У тех, кто лучше укоренен в теле, души то есть, то нет (это зависит от «теплоты»), и они постоянно исчезают или растрачиваются…
Поэтому там, где автор смотрит глазами Прушевского или Вощева, возникает измерение высоты (для остальных вертикаль существует как более уютная и контролируемая глубина котлована). Инженер смотрит в небо:
«Вдалеке, на весу и без спасения, светила неясная звезда, и ближе она никогда не станет. Прушевский глядел на нее сквозь мутный воздух, время шло, и он сомневался:
- Либо мне погибнуть?
Прушевский  не видел, кому бы он настолько требовался, чтобы непременно поддерживать себя еще до далекой смерти».

А вот что переживает Вощев, безо всякой пользы заступившись за Козлова:
«Вощев не услышал себе слова в ответ. Уже наставал вечер, вдалеке подымалась синяя ночь, обещая сон и прохладное дыхание, и – точно грусть – стояла мертвая высота над землей».

Вощев боялся замкнутости комнаты и ушел из дома, а инженер Прушевский «уже с двадцати пяти лет почувствовал стеснение своего сознания и конец дальнейшему понятию жизни, будто темная сила престала перед его ощущающим умом. И с тех пор он мучился, шевелясь у своей стены…»
 Высота проясняет: ты вброшен в мир и одинок, а она недостижима.
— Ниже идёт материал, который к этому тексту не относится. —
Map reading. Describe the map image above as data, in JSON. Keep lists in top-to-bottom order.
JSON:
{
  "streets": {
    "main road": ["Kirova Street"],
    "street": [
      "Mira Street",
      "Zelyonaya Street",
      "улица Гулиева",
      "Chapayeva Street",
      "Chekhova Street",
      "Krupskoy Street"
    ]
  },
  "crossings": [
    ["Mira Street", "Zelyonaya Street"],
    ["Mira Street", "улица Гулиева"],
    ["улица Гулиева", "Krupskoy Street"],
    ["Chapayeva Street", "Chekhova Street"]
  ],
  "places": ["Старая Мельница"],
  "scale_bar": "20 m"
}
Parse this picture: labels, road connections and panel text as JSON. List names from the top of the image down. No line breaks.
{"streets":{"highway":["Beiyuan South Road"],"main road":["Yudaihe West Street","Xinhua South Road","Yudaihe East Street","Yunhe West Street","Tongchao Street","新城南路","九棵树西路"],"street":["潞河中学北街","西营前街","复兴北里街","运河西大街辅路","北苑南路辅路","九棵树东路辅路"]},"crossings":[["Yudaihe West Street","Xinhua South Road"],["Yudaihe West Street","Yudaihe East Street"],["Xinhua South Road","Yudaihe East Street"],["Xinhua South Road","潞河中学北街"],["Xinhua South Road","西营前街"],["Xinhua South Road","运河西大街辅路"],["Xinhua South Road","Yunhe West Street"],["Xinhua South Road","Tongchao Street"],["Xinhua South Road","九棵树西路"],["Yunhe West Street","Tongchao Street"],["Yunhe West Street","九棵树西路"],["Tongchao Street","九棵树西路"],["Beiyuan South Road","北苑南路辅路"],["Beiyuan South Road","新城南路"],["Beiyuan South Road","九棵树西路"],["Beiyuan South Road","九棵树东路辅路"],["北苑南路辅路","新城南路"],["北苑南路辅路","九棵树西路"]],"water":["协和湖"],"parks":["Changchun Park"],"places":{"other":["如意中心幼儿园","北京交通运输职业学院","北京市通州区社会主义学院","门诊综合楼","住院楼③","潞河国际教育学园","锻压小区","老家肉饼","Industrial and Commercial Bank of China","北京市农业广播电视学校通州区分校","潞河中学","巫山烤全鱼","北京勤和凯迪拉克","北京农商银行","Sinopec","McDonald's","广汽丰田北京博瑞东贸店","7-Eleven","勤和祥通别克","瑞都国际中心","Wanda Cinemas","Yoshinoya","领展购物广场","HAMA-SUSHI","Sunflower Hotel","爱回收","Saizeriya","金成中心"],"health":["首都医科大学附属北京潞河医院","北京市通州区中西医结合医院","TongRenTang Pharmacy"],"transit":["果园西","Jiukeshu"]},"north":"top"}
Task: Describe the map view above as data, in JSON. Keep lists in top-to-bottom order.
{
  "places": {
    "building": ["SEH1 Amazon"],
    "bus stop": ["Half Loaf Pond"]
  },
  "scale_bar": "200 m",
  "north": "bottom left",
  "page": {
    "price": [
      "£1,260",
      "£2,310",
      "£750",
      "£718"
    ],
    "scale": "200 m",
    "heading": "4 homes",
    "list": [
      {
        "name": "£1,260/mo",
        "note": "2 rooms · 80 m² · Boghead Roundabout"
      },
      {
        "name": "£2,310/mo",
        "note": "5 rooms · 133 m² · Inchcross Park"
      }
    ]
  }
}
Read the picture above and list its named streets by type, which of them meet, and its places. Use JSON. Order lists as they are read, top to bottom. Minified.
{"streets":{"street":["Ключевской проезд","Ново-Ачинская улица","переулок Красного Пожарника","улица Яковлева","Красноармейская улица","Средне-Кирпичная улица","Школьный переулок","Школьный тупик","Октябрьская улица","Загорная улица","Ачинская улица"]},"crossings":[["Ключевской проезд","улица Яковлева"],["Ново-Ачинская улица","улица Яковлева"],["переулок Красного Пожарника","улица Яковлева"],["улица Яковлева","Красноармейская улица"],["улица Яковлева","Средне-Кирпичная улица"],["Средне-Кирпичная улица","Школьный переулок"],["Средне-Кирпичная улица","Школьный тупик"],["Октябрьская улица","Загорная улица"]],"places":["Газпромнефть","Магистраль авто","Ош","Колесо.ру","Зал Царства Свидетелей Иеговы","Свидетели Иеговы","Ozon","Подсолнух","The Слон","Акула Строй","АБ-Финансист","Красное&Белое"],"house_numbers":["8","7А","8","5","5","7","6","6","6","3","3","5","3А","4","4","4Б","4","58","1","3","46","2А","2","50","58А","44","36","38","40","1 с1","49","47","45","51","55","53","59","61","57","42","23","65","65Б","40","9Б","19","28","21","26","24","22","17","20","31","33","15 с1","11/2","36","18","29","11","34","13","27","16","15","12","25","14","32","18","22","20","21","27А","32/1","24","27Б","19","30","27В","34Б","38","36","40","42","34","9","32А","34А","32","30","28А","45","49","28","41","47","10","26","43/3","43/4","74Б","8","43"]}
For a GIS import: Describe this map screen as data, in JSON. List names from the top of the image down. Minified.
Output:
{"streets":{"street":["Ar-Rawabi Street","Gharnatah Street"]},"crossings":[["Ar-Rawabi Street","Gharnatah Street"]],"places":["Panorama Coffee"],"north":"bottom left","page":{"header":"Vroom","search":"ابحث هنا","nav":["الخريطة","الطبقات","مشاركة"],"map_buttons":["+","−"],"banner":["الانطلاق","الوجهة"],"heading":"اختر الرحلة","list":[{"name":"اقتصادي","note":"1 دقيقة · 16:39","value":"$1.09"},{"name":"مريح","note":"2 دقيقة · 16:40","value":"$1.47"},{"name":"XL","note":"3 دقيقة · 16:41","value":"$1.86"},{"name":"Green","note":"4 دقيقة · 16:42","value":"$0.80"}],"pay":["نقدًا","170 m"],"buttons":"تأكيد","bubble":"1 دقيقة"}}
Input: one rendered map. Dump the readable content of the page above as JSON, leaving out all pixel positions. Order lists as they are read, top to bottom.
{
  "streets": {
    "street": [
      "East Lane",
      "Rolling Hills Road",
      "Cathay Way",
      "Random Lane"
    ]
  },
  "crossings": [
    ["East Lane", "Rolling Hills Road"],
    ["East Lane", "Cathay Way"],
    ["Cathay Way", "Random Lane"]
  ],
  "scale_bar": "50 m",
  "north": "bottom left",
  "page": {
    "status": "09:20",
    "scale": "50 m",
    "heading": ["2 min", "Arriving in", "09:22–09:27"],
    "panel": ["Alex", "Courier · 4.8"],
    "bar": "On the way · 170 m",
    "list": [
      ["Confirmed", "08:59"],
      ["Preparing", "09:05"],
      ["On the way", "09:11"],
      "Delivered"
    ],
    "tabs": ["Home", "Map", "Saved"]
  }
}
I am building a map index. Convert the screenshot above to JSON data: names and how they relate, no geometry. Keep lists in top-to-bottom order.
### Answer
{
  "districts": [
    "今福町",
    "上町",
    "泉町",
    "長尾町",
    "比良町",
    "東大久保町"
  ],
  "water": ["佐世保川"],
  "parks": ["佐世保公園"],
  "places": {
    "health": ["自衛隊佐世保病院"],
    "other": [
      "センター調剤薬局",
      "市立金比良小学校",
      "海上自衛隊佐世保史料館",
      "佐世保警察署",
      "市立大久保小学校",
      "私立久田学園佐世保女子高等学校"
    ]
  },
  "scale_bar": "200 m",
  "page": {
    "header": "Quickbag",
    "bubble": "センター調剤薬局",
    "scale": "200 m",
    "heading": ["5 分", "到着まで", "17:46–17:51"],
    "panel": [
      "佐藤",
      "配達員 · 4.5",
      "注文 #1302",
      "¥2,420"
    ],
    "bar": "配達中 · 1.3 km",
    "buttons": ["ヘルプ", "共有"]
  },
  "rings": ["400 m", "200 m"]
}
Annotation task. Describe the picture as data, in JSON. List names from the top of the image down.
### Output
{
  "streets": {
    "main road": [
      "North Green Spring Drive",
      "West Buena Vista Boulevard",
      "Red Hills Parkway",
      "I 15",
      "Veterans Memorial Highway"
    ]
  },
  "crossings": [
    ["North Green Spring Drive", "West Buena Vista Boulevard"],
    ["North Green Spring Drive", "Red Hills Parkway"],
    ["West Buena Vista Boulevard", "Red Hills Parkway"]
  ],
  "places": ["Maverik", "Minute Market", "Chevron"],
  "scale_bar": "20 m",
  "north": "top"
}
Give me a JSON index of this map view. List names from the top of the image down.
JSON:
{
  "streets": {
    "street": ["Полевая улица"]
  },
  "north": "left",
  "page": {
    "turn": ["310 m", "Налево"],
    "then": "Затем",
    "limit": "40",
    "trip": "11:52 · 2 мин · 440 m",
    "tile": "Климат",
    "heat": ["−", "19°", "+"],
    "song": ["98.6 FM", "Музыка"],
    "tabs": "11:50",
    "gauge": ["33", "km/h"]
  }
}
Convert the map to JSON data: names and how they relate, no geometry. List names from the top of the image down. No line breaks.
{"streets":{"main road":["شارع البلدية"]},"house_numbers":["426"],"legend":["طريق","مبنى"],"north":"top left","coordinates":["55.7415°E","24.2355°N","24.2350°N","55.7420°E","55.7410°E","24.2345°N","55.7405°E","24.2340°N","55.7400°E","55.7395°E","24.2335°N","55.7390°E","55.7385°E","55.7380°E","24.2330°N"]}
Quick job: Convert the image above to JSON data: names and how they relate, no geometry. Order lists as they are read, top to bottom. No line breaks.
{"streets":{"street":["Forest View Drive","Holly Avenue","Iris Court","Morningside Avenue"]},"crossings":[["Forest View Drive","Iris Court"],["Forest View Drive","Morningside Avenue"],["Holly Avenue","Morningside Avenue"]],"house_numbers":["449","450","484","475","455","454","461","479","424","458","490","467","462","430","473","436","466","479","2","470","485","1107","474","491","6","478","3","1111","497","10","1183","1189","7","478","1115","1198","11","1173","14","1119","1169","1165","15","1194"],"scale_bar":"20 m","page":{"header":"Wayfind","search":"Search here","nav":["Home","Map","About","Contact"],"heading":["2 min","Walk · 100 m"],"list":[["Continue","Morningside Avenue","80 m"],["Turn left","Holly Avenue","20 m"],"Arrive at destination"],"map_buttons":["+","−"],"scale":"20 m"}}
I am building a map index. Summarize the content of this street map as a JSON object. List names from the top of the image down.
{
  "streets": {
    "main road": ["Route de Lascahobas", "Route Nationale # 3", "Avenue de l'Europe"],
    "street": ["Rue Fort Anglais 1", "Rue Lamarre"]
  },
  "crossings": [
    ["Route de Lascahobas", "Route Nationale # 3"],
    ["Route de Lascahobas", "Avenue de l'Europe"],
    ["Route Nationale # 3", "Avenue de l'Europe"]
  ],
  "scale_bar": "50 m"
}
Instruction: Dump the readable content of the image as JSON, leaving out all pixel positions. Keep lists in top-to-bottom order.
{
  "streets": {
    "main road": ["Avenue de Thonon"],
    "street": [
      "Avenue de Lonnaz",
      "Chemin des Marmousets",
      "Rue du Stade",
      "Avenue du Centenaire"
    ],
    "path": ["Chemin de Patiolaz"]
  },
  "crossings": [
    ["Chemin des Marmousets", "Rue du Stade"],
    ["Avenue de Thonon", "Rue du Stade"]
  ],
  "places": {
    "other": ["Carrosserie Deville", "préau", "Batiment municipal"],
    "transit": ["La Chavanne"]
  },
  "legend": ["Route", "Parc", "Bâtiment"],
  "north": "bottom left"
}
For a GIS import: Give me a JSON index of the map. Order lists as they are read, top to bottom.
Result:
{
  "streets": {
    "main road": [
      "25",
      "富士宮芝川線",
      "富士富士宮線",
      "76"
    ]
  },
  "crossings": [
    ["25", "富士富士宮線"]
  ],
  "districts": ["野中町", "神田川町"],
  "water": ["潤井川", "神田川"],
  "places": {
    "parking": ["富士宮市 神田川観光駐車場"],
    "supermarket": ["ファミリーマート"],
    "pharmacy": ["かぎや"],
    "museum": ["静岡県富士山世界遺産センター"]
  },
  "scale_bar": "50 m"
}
Сама жизнь проецируется на ближайшего другого (в результате это оказывается коллектив), который подпустит тебя к себе – не позовет, не разрешить быть рядом; может быть, просто не обратит внимания на твое присутствие – и этим сделает причастным самой жизни.
На котловане тело становится инструментом, и только так сохраняет осмысленность и нужность, но теряет, отдает силы, которых на «единоличного» себя не хватает. Таков способ бытия коллективного тела: служить приемником-передатчиком энергии в неодушевленное вещество и ни в коем случае не сохранять никаких индивидуальных потребностей – это своего рода освобождение. То, что важно, как своеобразная телесная душа – это дыхание. Странно, но метафора «прохладное дыхание» стойко сохраняется, когда говорится о спящих – но выдох ощущается теплым; прохладен вдох – видимо, Вощев дышит в унисон со спящими, чувствует прохладу вдыхаемого воздуха и так сливается со всеми, не чувствует себя отдельным. Прохладным дыхание может стать и оттого, что выработавшееся тело уже остыло, как механизм. Важна и пустота внутри у Вощева на месте сердца, которое существует (бьется и колеблет рубашку) у кого-то другого. Никаких телесных границ пока нет, о коже речь идет редко, и она не является органом контакта – жесткая, нечувствительная, не развившаяся (у пионерок, рожденных во время войны), сквозь нее видны или готовы прорваться кости. Получается некое облако тепла (тела работают и особо не контактируют) центрами-сердцами, которые не всегда заметны, связанное какой-то сопричастностью – при том, что каждый копает своей лопатой и другому не сочувствует, - общей усталостью и, изредка, желанием одарить кого-то будущего этим домом, но не жить в нем сами, исчезнуть ради него.
Если вернуться к языку психотерапии, то что же создают рабочие котлована, почему они ради этого готовы превратиться в автоматы? Если вспомнить идею У. Биона о контейнере (вместилище, средстве удержания и развития содержаний психики), то инженер Прушевский задумал свою всеобщую башню именно как контейнер для сбережения «излишнего тепла» -души. Тело как контейнер, по А. Платонову, ненадежно – легко теряет тепло и, увы, не всегда может его удержать или восполнить убыток; оно причиняет страдания и мешает, если хочет недоступного, а недоступным оказывается почти все, кроме еды. Но возможен ли коллективный контейнер при полном отречении от индивидуальности? То, что его индивидуальность все-таки существует и мешает, вгоняет Прушевского в состояние неизбывной тоски, практически депрессии.
Землекопам проще. Они по производственной необходимости именно тела. Котлован должен стать опорой для грандиозного здания. Потребности в опоре вообще реализуются легче, чем потребности в контейнировании [Симингтон, Симингтон: 81 – 93] – внешнюю опору найти не слишком трудно, а для рабочих котлован является и внешней опорой (не для них, для здания), и внутренней, потому что они его сами делают. Но, по большому счету, в контейнере они пока не нуждаются – теплопередача (глине и друг другу), усталое уничтожение препятствий их вполне устраивает, а дом они строят для будущих поколений, но не для себя. Им суждено умереть и уступить место настоящим советским людям, которых пока нет. Изнашивая свои тела, незаметно для себя умирая, землекопы заботятся о будущих советских детях, которым предстоит жить как-то иначе, более деятельно, целенаправленно, энергично.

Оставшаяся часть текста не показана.